- EXERCISE REQUIREMENTS -
Please copy the entries below word for word, leaving out any image.

- MATERIAL SHOWN -

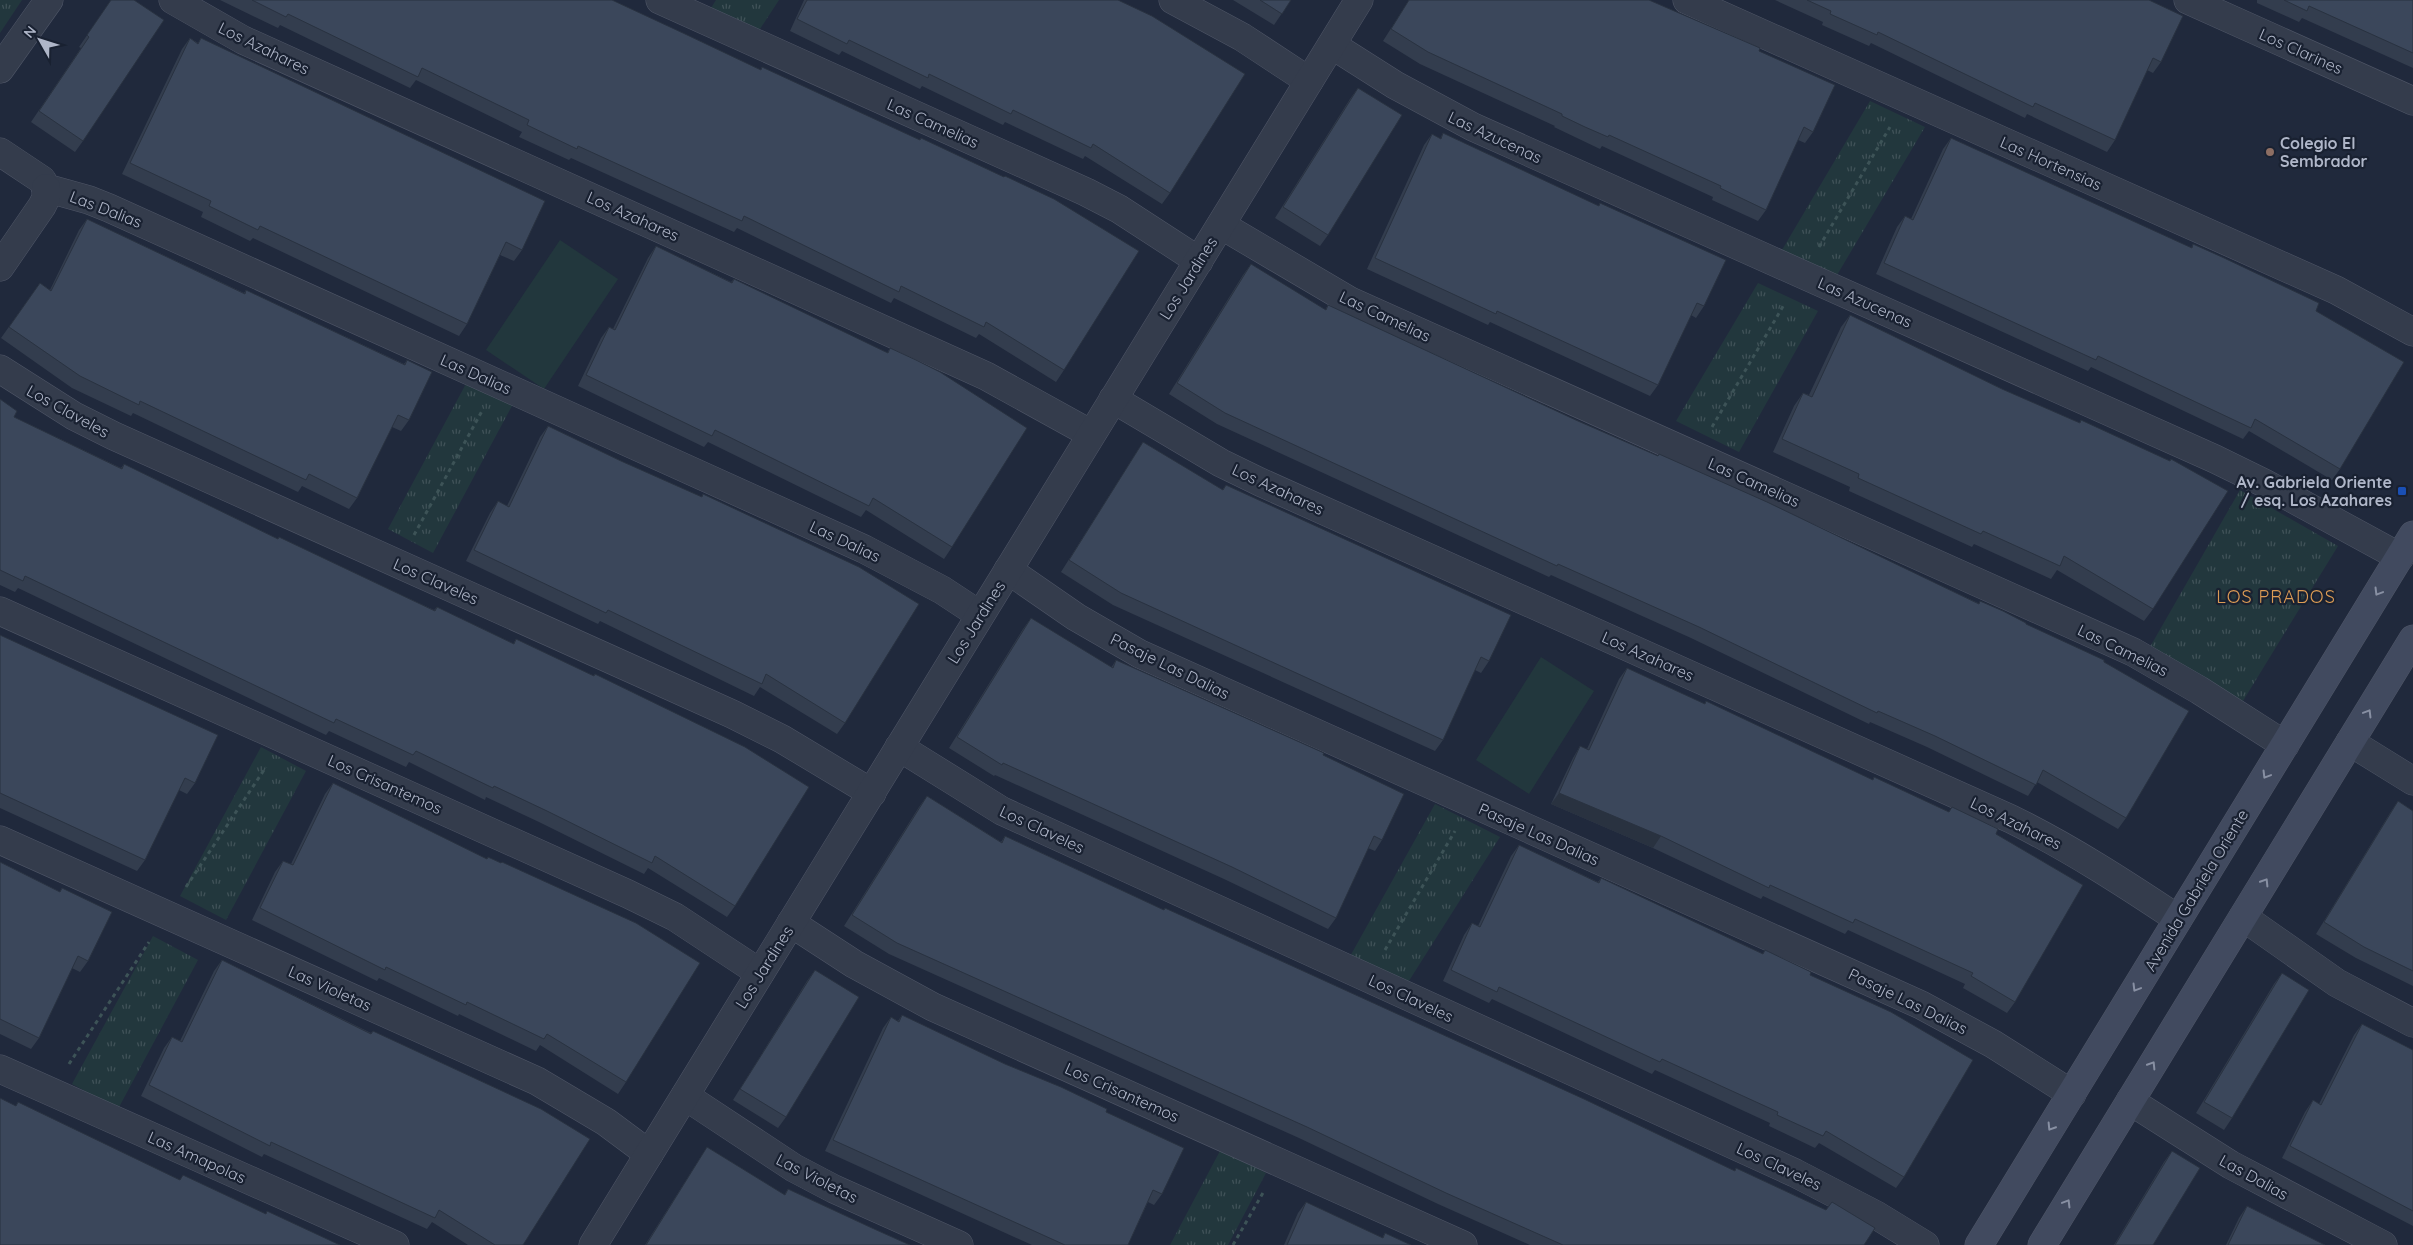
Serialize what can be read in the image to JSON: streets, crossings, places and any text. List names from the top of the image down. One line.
{"streets":{"main road":["Avenida Gabriela Oriente"],"street":["Los Azahares","Los Clarines","Las Camelias","Las Azucenas","Las Hortensias","Las Dalias","Los Jardines","Los Claveles","Pasaje Las Dalias","Los Crisantemos","Las Violetas","Las Amapolas"]},"crossings":[["Los Azahares","Los Jardines"],["Los Azahares","Avenida Gabriela Oriente"],["Las Camelias","Los Jardines"],["Las Camelias","Avenida Gabriela Oriente"],["Las Azucenas","Los Jardines"],["Las Azucenas","Avenida Gabriela Oriente"],["Las Dalias","Los Jardines"],["Los Jardines","Los Claveles"],["Los Jardines","Pasaje Las Dalias"],["Los Jardines","Los Crisantemos"],["Los Jardines","Las Violetas"],["Pasaje Las Dalias","Avenida Gabriela Oriente"]],"districts":["LOS PRADOS"],"places":{"other":["Colegio El Sembrador"],"transit":["Av. Gabriela Oriente / esq. Los Azahares"]},"north":"top left"}
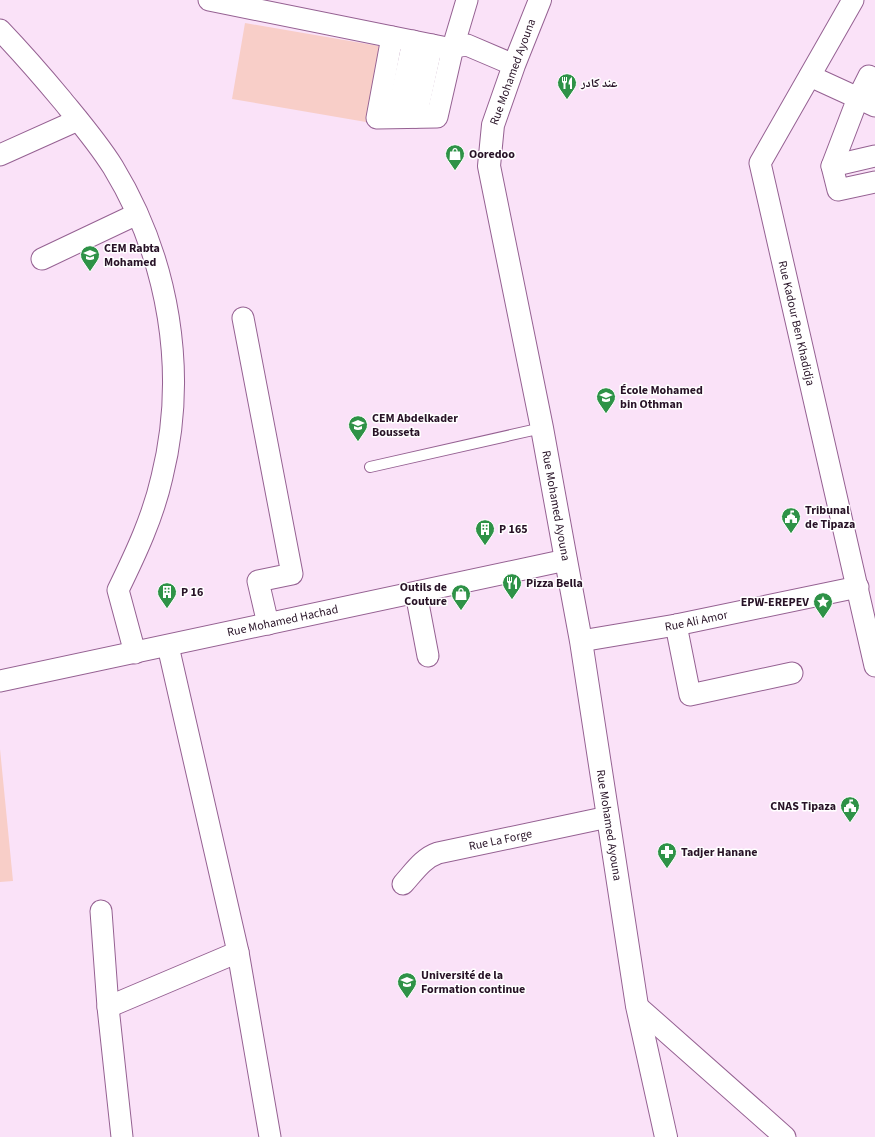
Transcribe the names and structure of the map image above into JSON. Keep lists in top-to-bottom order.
{
  "streets": {
    "main road": ["Rue Mohamed Ayouna"],
    "street": [
      "Rue Kadour Ben Khadidja",
      "Rue Ali Amor",
      "Rue Mohamed Hachad",
      "Rue La Forge"
    ]
  },
  "crossings": [
    ["Rue Mohamed Ayouna", "Rue Ali Amor"],
    ["Rue Mohamed Ayouna", "Rue Mohamed Hachad"],
    ["Rue Mohamed Ayouna", "Rue La Forge"],
    ["Rue Kadour Ben Khadidja", "Rue Ali Amor"]
  ],
  "places": {
    "restaurant": ["عند كادر", "Pizza Bella"],
    "shop": ["Ooredoo", "Outils de Couture"],
    "school or university": [
      "CEM Rabta Mohamed",
      "École Mohamed bin Othman",
      "CEM Abdelkader Bousseta",
      "Université de la Formation continue"
    ],
    "public building": ["Tribunal de Tipaza", "CNAS Tipaza"],
    "building": ["P 165", "P 16"],
    "place": ["EPW-EREPEV"],
    "pharmacy": ["Tadjer Hanane"]
  }
}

- ANSWER SECTION -
Serialize what can be read in the image to JSON: streets, crossings, places and any text. List names from the top of the image down. One line.
{"streets":{"main road":["Avenida Gabriela Oriente"],"street":["Los Azahares","Los Clarines","Las Camelias","Las Azucenas","Las Hortensias","Las Dalias","Los Jardines","Los Claveles","Pasaje Las Dalias","Los Crisantemos","Las Violetas","Las Amapolas"]},"crossings":[["Los Azahares","Los Jardines"],["Los Azahares","Avenida Gabriela Oriente"],["Las Camelias","Los Jardines"],["Las Camelias","Avenida Gabriela Oriente"],["Las Azucenas","Los Jardines"],["Las Azucenas","Avenida Gabriela Oriente"],["Las Dalias","Los Jardines"],["Los Jardines","Los Claveles"],["Los Jardines","Pasaje Las Dalias"],["Los Jardines","Los Crisantemos"],["Los Jardines","Las Violetas"],["Pasaje Las Dalias","Avenida Gabriela Oriente"]],"districts":["LOS PRADOS"],"places":{"other":["Colegio El Sembrador"],"transit":["Av. Gabriela Oriente / esq. Los Azahares"]},"north":"top left"}
Transcribe the names and structure of the map image above into JSON. Keep lists in top-to-bottom order.
{
  "streets": {
    "main road": ["Rue Mohamed Ayouna"],
    "street": [
      "Rue Kadour Ben Khadidja",
      "Rue Ali Amor",
      "Rue Mohamed Hachad",
      "Rue La Forge"
    ]
  },
  "crossings": [
    ["Rue Mohamed Ayouna", "Rue Ali Amor"],
    ["Rue Mohamed Ayouna", "Rue Mohamed Hachad"],
    ["Rue Mohamed Ayouna", "Rue La Forge"],
    ["Rue Kadour Ben Khadidja", "Rue Ali Amor"]
  ],
  "places": {
    "restaurant": ["عند كادر", "Pizza Bella"],
    "shop": ["Ooredoo", "Outils de Couture"],
    "school or university": [
      "CEM Rabta Mohamed",
      "École Mohamed bin Othman",
      "CEM Abdelkader Bousseta",
      "Université de la Formation continue"
    ],
    "public building": ["Tribunal de Tipaza", "CNAS Tipaza"],
    "building": ["P 165", "P 16"],
    "place": ["EPW-EREPEV"],
    "pharmacy": ["Tadjer Hanane"]
  }
}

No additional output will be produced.